If you are performing the Range of motion (ROM) exercises on a daily basis, your muscles and joints will be flexible enough to avoid the pulling of the burned skin. It helps you in the healing process. The patient must perform it multiple times a day. It should be performed under the supervision of an experienced physical therapist (PT) as he will decide what types of exercises you need. For instance, for the neck burn, the hyperextension of the neck is a recommended exercise that could be done by using no pillows.

 Special exercises

If you really want to quicken the healing process, exercises should never be missed. They play a very important role in keeping your scar area relaxed, stretched, and flexible consequently preventing the skin to get thick, hard, and tight forming a painful contracture. As per the location of the burn, special exercises are given. Undoubtedly, there would be severe pain but if it starts affecting the child’s capability to exercise, you must consult a health care provider, instantly.

 Promoting independence

You need to encourage the child to complete his/her tasks himself/herself. The movement happening while the child is doing daily chores is considered exceptionally helpful in keeping the scar area straightened.

Surgical management 

No surgical procedure must be carried out in the active phases of healing and scarring. It is safe to perform surgery only if the scar is no more immature and is not highly vascular. For surgery, it must be matured to limit the complication of blood loss. Only soft, mature, supple, and avascular burn scars can be treated as they will lower the risk of poor graft take by the patient leading to improper or slow healing.
Now the question is how long will it take? The answer is a minimum of ONE YEAR!
Apart from the blood loss problem, another reason to choose physiotherapy over surgery is that the immature scars are more amenable to physical therapy measures.
The surgical post-burn contracture treatment of is based on the following steps:

 Release of contracture

The aim should be the complete release of post-burn contracture in a single go. It is carried out without damaging any other important underlying body structure or vessel network. It is usually released with an incision instead of an excision to make the treatment more effective.
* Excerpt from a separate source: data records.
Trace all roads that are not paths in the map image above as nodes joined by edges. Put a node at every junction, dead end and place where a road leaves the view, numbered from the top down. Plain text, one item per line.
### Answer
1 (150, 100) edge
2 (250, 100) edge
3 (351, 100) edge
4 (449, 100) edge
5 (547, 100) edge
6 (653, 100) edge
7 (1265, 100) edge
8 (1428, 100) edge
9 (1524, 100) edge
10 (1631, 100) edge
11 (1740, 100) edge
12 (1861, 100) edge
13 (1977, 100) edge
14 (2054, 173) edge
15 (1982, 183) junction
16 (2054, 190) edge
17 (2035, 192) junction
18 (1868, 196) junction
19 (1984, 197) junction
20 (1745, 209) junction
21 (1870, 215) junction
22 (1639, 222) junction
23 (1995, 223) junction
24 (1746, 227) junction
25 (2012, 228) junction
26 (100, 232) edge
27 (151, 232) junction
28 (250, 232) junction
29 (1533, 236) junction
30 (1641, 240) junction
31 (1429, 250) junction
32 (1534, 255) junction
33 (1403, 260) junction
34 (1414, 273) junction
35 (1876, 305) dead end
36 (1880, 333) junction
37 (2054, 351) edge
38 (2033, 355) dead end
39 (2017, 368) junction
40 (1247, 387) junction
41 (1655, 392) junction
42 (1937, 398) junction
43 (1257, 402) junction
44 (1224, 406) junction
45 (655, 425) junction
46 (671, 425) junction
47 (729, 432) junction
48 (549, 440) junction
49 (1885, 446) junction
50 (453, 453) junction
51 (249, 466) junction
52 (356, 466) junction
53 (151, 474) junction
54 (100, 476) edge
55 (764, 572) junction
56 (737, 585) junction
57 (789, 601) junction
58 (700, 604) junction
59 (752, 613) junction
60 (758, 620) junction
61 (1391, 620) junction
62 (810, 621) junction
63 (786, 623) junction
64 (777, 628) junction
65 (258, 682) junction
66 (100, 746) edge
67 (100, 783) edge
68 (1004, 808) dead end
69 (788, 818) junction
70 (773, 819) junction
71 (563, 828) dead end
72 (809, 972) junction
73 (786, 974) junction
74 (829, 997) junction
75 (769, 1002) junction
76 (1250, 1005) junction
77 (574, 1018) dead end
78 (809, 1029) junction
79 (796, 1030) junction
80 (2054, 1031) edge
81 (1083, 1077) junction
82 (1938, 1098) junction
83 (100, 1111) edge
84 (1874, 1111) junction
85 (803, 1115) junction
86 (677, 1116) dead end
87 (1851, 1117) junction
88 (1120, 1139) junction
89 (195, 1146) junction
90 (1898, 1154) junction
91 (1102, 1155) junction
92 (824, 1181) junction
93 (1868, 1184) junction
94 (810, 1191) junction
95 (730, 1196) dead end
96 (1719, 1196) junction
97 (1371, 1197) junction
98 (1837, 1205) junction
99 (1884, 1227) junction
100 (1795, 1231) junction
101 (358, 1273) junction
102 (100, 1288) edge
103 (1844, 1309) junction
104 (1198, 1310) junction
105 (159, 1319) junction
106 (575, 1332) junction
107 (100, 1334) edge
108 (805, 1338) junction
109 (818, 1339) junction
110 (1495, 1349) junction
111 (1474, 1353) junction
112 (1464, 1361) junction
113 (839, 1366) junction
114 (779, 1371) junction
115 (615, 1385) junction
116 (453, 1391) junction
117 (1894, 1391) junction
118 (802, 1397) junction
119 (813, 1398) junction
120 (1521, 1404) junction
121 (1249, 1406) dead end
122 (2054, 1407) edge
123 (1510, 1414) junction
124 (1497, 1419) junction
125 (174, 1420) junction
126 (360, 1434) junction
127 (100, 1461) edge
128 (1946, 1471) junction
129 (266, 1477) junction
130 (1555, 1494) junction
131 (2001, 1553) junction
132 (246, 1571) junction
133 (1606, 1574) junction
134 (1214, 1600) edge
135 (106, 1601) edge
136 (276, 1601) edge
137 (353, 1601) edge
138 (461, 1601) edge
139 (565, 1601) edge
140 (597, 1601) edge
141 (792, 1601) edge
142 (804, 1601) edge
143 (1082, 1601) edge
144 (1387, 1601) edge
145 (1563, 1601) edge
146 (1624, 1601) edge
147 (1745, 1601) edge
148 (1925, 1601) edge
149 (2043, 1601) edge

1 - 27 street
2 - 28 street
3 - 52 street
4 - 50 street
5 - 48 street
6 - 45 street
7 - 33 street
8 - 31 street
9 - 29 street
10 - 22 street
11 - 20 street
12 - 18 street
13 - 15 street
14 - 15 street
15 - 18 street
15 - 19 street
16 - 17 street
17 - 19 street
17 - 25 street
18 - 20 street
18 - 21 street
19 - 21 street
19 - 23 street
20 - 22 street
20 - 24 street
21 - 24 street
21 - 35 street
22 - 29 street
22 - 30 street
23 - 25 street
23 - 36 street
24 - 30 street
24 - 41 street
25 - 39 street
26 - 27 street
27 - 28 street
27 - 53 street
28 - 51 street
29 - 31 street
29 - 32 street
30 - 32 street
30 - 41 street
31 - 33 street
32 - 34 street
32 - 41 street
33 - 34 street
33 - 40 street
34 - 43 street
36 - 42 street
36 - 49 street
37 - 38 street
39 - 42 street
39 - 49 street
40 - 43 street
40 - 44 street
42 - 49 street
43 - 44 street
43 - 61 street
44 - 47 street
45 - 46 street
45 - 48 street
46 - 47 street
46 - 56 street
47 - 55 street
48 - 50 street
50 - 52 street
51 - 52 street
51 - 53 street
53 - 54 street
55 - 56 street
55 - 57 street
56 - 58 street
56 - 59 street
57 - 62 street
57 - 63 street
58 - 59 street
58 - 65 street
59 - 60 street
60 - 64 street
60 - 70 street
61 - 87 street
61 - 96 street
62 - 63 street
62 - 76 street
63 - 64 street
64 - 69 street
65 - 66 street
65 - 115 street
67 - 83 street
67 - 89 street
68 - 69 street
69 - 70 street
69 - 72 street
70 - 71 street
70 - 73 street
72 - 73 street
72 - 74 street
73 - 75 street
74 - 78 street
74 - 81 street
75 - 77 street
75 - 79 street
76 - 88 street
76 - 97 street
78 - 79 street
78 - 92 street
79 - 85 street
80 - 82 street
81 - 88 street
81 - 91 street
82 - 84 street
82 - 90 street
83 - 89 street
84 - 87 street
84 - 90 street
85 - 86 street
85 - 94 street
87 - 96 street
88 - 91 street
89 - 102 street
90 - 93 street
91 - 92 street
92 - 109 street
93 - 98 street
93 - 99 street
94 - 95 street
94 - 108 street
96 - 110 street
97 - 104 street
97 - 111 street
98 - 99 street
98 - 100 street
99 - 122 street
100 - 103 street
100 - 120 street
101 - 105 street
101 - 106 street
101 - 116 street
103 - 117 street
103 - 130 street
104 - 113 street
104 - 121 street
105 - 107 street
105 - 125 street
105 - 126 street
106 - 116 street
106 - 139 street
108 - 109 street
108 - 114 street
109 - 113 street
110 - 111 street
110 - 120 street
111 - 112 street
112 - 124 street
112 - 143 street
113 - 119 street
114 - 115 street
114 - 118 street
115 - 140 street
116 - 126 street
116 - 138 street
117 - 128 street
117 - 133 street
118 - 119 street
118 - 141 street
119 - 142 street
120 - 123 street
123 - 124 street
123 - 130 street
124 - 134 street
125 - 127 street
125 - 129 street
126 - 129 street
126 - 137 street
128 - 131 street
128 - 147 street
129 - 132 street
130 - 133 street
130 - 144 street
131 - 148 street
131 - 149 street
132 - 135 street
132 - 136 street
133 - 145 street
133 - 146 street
 Provision of skin burn cover

Once the complete release of contracture is done, a skin grafts or skin flap is applied to cover the recreated defect. It is a better practice to cover all the raw areas with skin grafts. Whereas, the use of the flap covers is recommended only during special medical scenarios. Be careful of the expanding of the sheet grafts by meshing! The skin cover can only be delayed if the wound is oozing pus and is severely infected. There are two types full-thickness grafts and split-skin grafts. Full-thickness is observed to act better as the split skin grafting can have a problem of a poor graft take.

Well, if the patient has come to you with recurrent contractures, a split-thickness skin graft is an ideal choice.